### [Records to use]
────
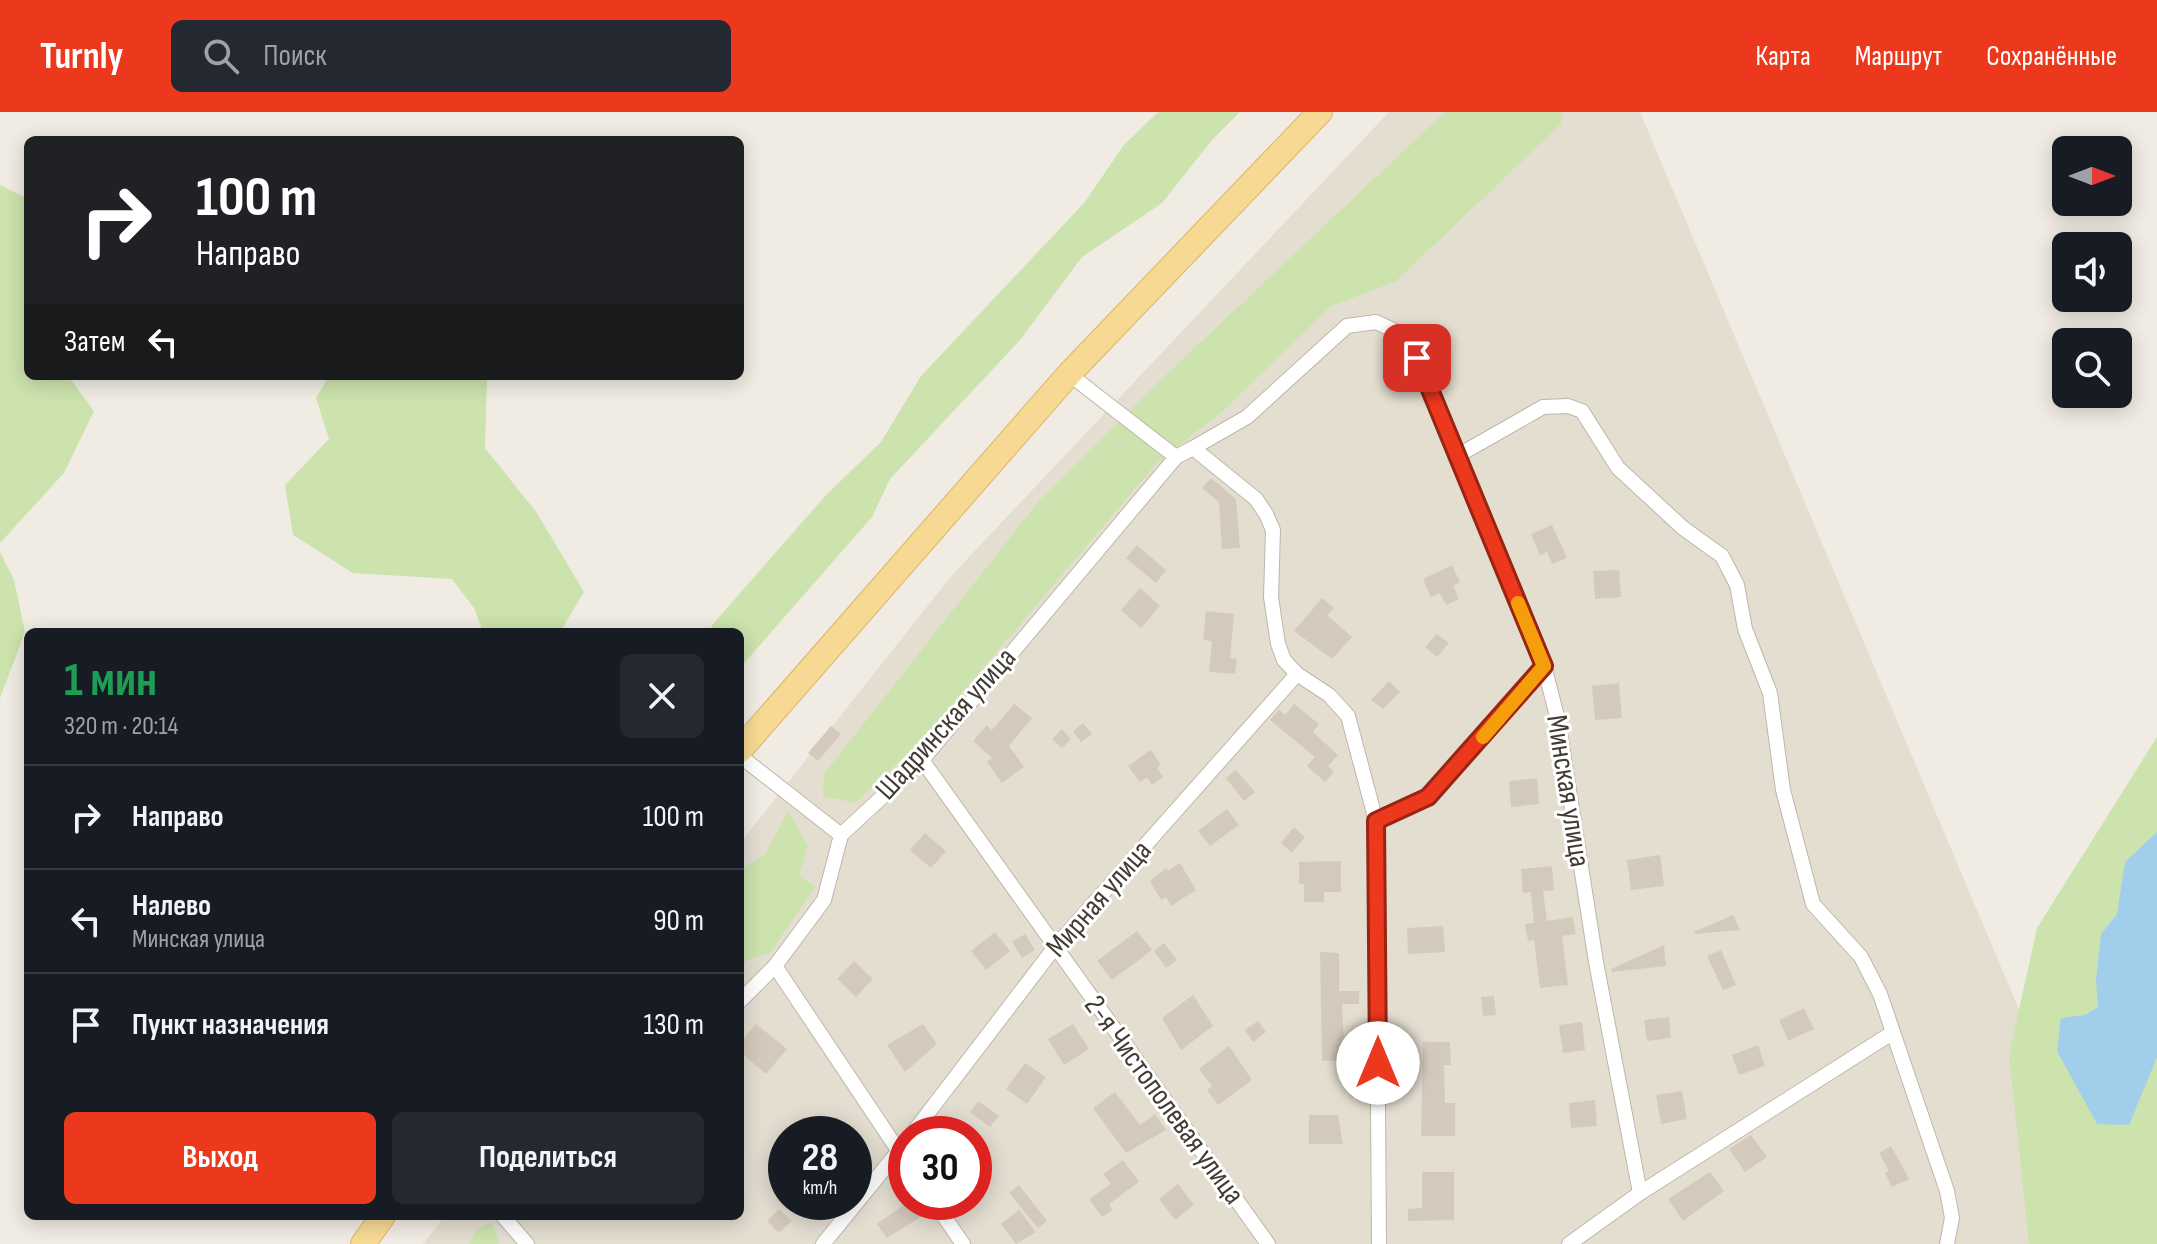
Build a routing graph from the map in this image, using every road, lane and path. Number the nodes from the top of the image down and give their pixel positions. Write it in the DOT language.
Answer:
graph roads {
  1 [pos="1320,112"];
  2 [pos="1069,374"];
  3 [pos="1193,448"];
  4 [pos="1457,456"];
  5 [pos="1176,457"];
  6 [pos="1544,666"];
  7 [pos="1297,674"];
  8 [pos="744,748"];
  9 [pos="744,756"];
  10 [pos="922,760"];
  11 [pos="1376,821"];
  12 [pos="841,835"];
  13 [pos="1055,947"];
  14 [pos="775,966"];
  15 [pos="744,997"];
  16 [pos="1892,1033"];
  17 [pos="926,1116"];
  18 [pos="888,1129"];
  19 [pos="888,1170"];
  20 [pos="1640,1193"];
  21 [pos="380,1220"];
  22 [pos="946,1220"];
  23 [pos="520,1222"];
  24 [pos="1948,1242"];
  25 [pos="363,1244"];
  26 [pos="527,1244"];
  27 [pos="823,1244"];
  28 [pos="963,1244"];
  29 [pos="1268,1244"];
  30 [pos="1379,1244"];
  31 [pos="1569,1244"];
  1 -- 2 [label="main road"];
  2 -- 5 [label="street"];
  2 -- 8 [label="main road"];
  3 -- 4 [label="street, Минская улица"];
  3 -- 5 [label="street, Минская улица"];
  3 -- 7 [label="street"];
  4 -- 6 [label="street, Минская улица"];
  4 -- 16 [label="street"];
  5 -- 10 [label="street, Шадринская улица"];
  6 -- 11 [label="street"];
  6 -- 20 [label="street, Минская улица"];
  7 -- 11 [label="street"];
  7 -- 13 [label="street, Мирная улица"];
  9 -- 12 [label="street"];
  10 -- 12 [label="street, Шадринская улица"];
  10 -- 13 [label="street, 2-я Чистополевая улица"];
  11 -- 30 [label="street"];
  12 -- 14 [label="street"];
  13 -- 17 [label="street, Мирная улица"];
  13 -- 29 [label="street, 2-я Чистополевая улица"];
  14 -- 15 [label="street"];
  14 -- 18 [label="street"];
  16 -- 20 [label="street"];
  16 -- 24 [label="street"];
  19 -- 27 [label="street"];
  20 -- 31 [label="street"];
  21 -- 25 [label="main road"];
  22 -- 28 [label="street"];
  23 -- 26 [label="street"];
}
────
### [What is needed]
If a line of the material contains the word "graph", pick it out and copy it.

### [Result of the exercise]
Build a routing graph from the map in this image, using every road, lane and path. Number the nodes from the top of the image down and give their pixel positions. Write it in the DOT language.
graph roads {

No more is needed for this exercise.